→ Task item
Exclude every picture and return the remaining entries below verbatim.

** Given records follows **

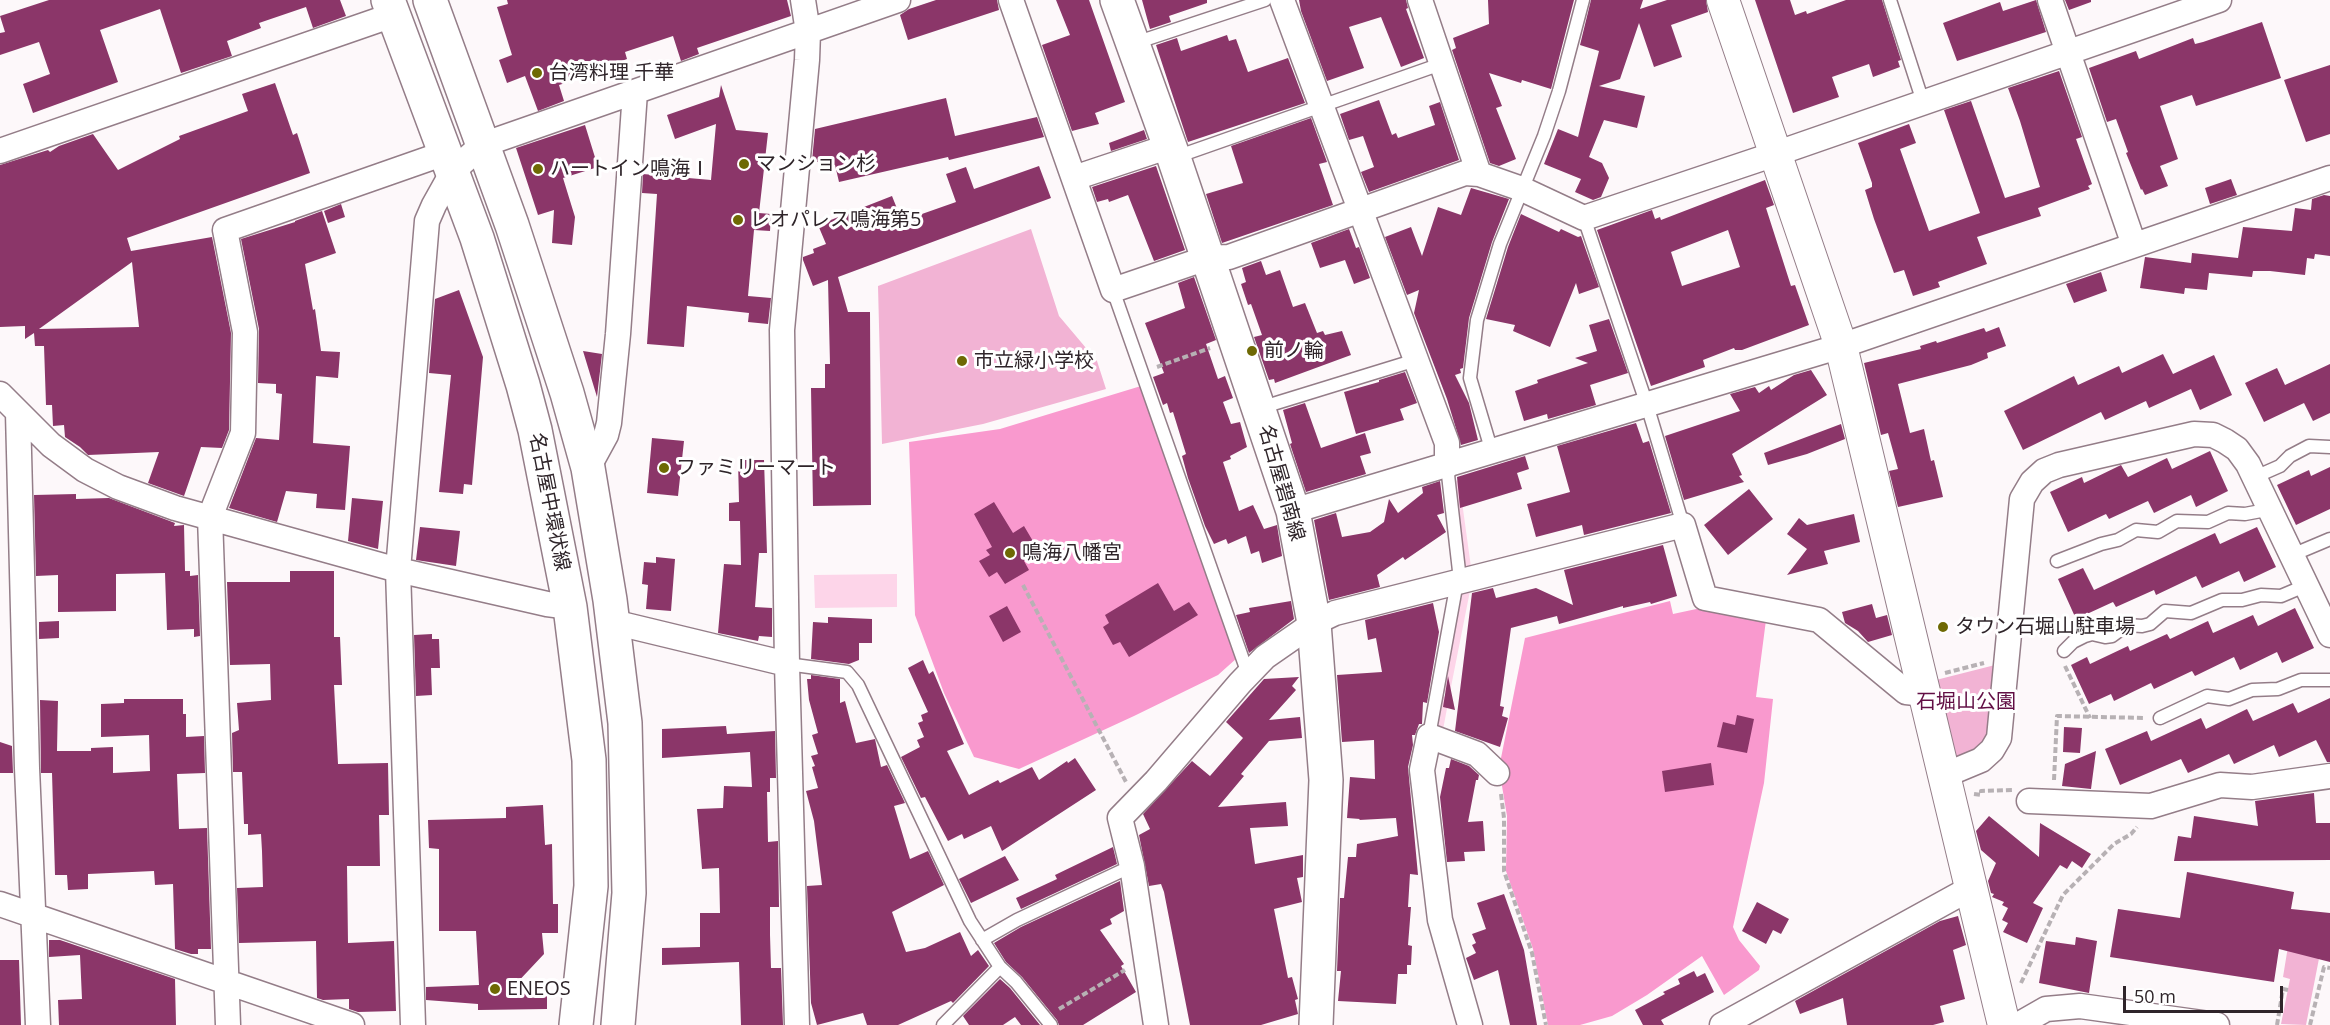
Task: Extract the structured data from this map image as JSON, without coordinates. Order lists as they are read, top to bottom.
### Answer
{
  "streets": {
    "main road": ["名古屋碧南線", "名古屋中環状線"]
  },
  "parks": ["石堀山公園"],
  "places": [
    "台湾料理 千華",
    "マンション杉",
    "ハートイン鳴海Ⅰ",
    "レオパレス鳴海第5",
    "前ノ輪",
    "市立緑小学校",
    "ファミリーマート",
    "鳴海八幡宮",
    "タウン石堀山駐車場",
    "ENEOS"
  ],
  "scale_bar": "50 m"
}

** End of Given records **

→ Output for this task
Task: Extract the structured data from this map image as JSON, without coordinates. Order lists as they are read, top to bottom.
### Answer
{
  "streets": {
    "main road": ["名古屋碧南線", "名古屋中環状線"]
  },
  "parks": ["石堀山公園"],
  "places": [
    "台湾料理 千華",
    "マンション杉",
    "ハートイン鳴海Ⅰ",
    "レオパレス鳴海第5",
    "前ノ輪",
    "市立緑小学校",
    "ファミリーマート",
    "鳴海八幡宮",
    "タウン石堀山駐車場",
    "ENEOS"
  ],
  "scale_bar": "50 m"
}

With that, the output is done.